まず、小中学校での「ふるさと教育」の一環として、まちなかを「探検」する機会や地元企業での職業体験などを通じ、松江の歴史・伝統文化や特産品に触れる場を増やします。併せて、町内会・自治会などの地域コミュニティによる行事や活動への参加を奨励し、ふるさとに対する理解を深めながら地域との一体感を醸成してまいります。なお、地域の文化と誇りを継承する貴重な契機として、松江の伝統行事を集めて交流する「地域伝統芸能祭」を開催したいと考えています。
そして次に、海外との文化・経済・観光面での交流を強化してまいります。友好都市のニューオーリンズ市、アイルランドやインド・ケララ州など、縁(ゆかり)のある国・地域との交流を拡大し、中高生や大学生の留学、ホームステイの相互受け入れを促進することで、世界を知るとともに世界から松江を見る機会・経験を提供します。
また、郷土のプロスポーツチームを市民の皆さまと一緒に支えてまいります。島根スサノオマジックや松江シティFCの活躍は、地域を盛り上げ、地元に対する誇りと愛着を育みます。チームの選手を身近に感じられる交流イベントの開催などを通じて、応援する喜びを市民の皆さまと分かち合いながら、松江の「団結力」「地域力」を高めてまいります。

ふるさとへの愛着・一体感を生む「心の豊かさ」の醸成

「こころづくり」の1つ目の観点は、「ふるさとへの愛着と一体感を生む『心の豊かさ』の醸成」です。
私は高校卒業以降、国内の他都市や海外に暮らしましたが、「ふるさとの役に立ちたい」という初志を貫徹し松江に帰ってまいりました。その理由は、私自身が生まれ育ててもらった松江を愛し、松江が「誇れるふるさと」であるからに他なりません。
市民が誇りや愛着を感じることこそが、松江の持続的な発展を実現する原動力となります。思いやりや一体感を持って穏やかに暮らすことのできる松江の「豊かさ」を実感し、誇りと愛着を持つことで、子や孫たちと共に松江に暮らしたいというマインドが育ちます。そのマインドが積み重なれば、他の地域から見ても魅力的な場所となり、定住・移住を希望する人も増加します。魅力的な場所には優秀な人材が集まり、優秀な人材を求める優良企業が立地して産業集積を生み、観光地としての関心も高まることで、地域経済の発展がもたらされるのです。
とりわけ、若い世代が誇りや愛着を覚え、大学進学や就職で一度この地を離れても、「いつか戻って来たい」「発展のために貢献したい」と思える「ふるさと松江」を築いてまいります。

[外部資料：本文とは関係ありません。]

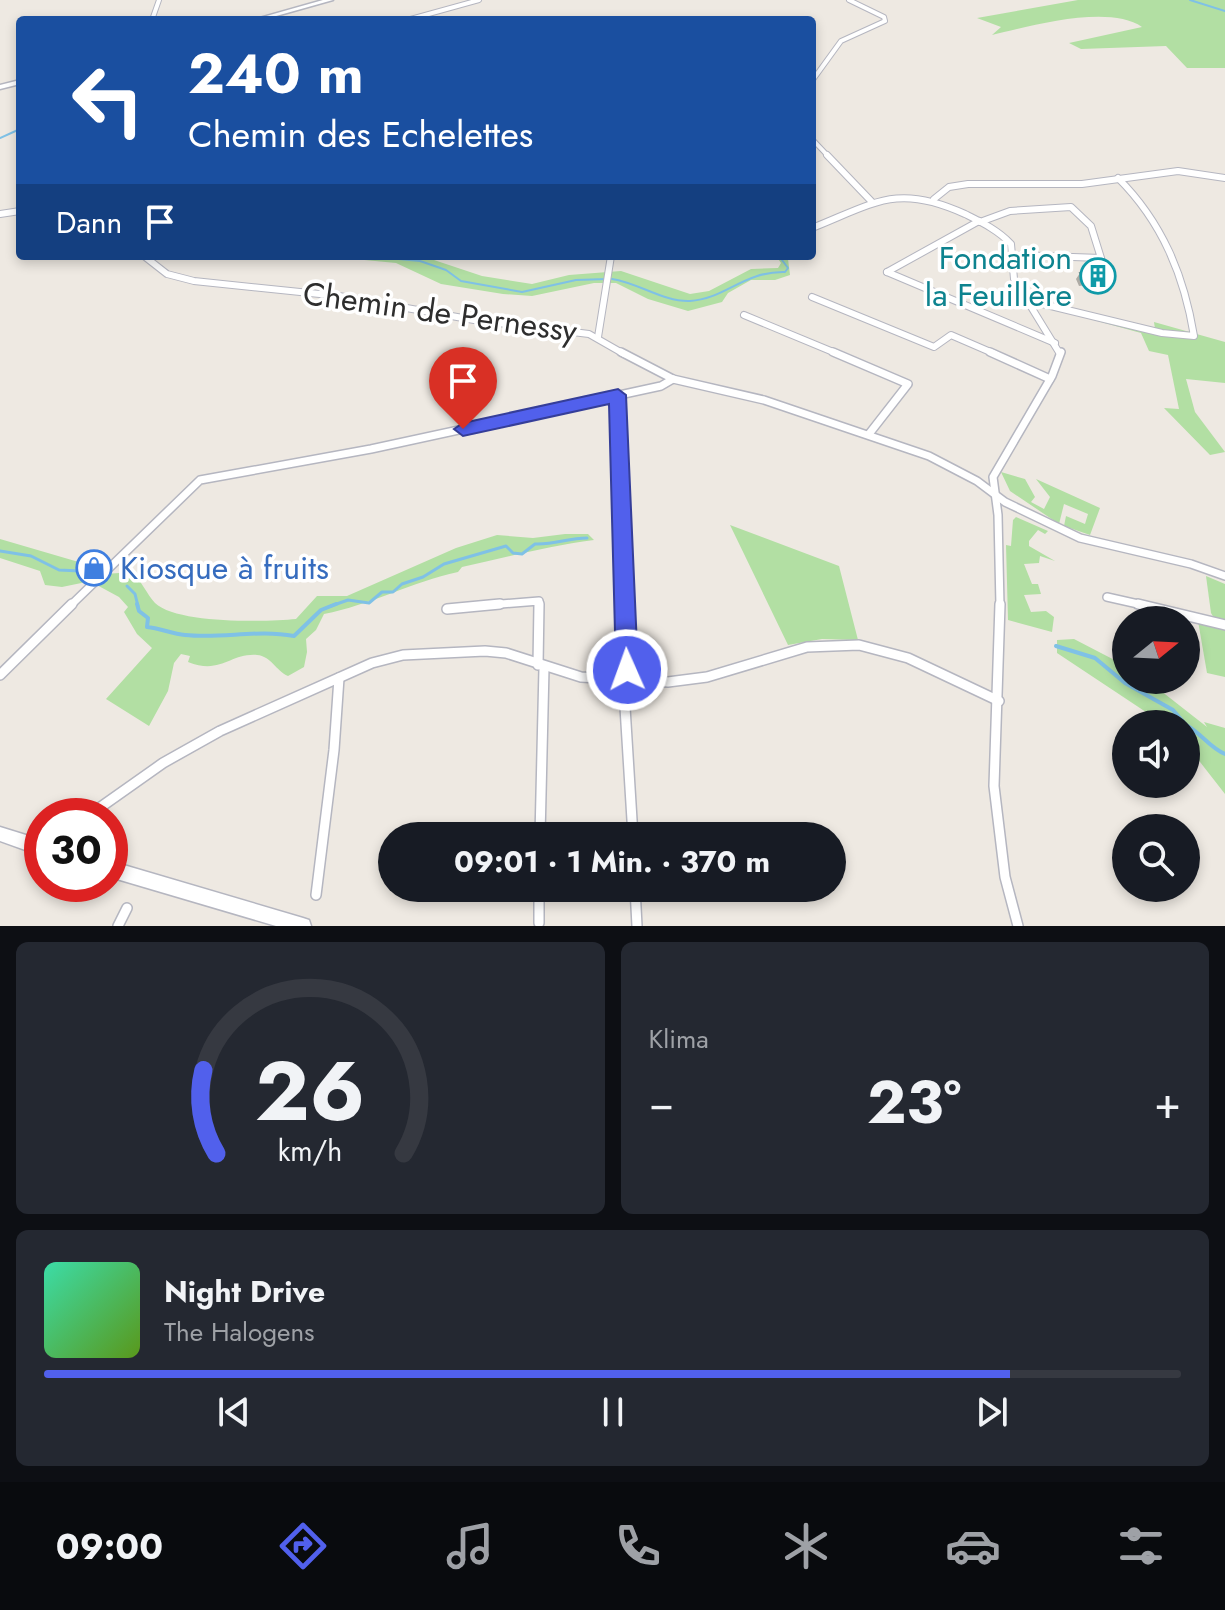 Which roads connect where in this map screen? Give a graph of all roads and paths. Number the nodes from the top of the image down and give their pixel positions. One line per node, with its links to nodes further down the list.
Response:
1 (330, 0): 4 (main road)
2 (479, 0): 5 (street)
3 (849, 0): 6 (street)
4 (270, 16)
5 (421, 16)
6 (816, 75)
7 (816, 143): 11 (street)
8 (1118, 178): 9 (street); 10 (street); 18 (street)
9 (1225, 178)
10 (934, 199): 11 (street); 12 (street)
11 (872, 202): 13 (street)
12 (980, 221): 14 (street); 14 (street); 21 (street)
13 (816, 226)
14 (1013, 255): 18 (street)
15 (149, 260): 20 (street, Chemin de Pernessy)
16 (611, 260): 20 (street)
17 (812, 297): 23 (street)
18 (1026, 300): 21 (street)
19 (744, 315): 25 (street)
20 (598, 337): 22 (street, Chemin de Pernessy)
21 (1057, 344): 23 (street)
22 (673, 379): 24 (street); 25 (street, Chemin de Pernessy)
23 (1050, 379): 26 (street)
24 (618, 395): 32 (street); 34 (street)
25 (869, 434): 26 (street, Chemin de Pernessy)
26 (996, 495): 27 (street, Chemin de Pernessy); 35 (street)
27 (1225, 576)
28 (1107, 597): 30 (street)
29 (447, 609): 31 (street)
30 (1225, 625)
31 (541, 666): 33 (street); 34 (street); 37 (street)
32 (0, 675)
33 (339, 678): 36 (street); 42 (street)
34 (626, 681): 35 (street); 38 (street)
35 (999, 701): 50 (street)
36 (113, 798)
37 (540, 822)
38 (632, 822)
39 (0, 834): 40 (main road)
40 (24, 842)
41 (128, 874): 48 (main road)
42 (316, 895)
43 (539, 902): 46 (street)
44 (636, 902): 49 (street)
45 (127, 908): 47 (street)
46 (539, 923)
47 (118, 926)
48 (303, 926)
49 (637, 926)
50 (1018, 926)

以上、ご説明申し上げた「5本の柱」を政策の屋台骨として、また冒頭に触れさせていただいた「5つの基本的な視点」を大切にして、市政運営に取り組んでまいります。

おわりに

結びとなりますが、これからの4年間、「夢を実現できる松江・市民が誇れる松江」を創るため、市民の皆さまと共に、着実に歩みを進めてまいります。
皆さまからの厚いご期待にお応えすべく、誠心誠意取り組んでまいることをお約束するとともに、市民の皆さま、議会の皆さま方のご協力をお願い申し上げまして、私の所信とさせていただきます。